■ WORK ORDER ■
Set down the data that follows again, exactly as written.

________________________________________

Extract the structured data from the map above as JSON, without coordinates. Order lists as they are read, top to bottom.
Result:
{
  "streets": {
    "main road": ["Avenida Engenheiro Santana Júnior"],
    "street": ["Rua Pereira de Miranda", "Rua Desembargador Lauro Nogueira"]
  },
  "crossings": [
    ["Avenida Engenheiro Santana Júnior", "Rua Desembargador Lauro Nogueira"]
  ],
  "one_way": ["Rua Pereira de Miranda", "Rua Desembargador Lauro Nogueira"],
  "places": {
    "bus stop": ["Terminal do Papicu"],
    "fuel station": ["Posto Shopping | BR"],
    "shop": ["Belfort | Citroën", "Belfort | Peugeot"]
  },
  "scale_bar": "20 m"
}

________________________________________

■ EXERCISE RESPONSE ■
Extract the structured data from the map above as JSON, without coordinates. Order lists as they are read, top to bottom.
Result:
{
  "streets": {
    "main road": ["Avenida Engenheiro Santana Júnior"],
    "street": ["Rua Pereira de Miranda", "Rua Desembargador Lauro Nogueira"]
  },
  "crossings": [
    ["Avenida Engenheiro Santana Júnior", "Rua Desembargador Lauro Nogueira"]
  ],
  "one_way": ["Rua Pereira de Miranda", "Rua Desembargador Lauro Nogueira"],
  "places": {
    "bus stop": ["Terminal do Papicu"],
    "fuel station": ["Posto Shopping | BR"],
    "shop": ["Belfort | Citroën", "Belfort | Peugeot"]
  },
  "scale_bar": "20 m"
}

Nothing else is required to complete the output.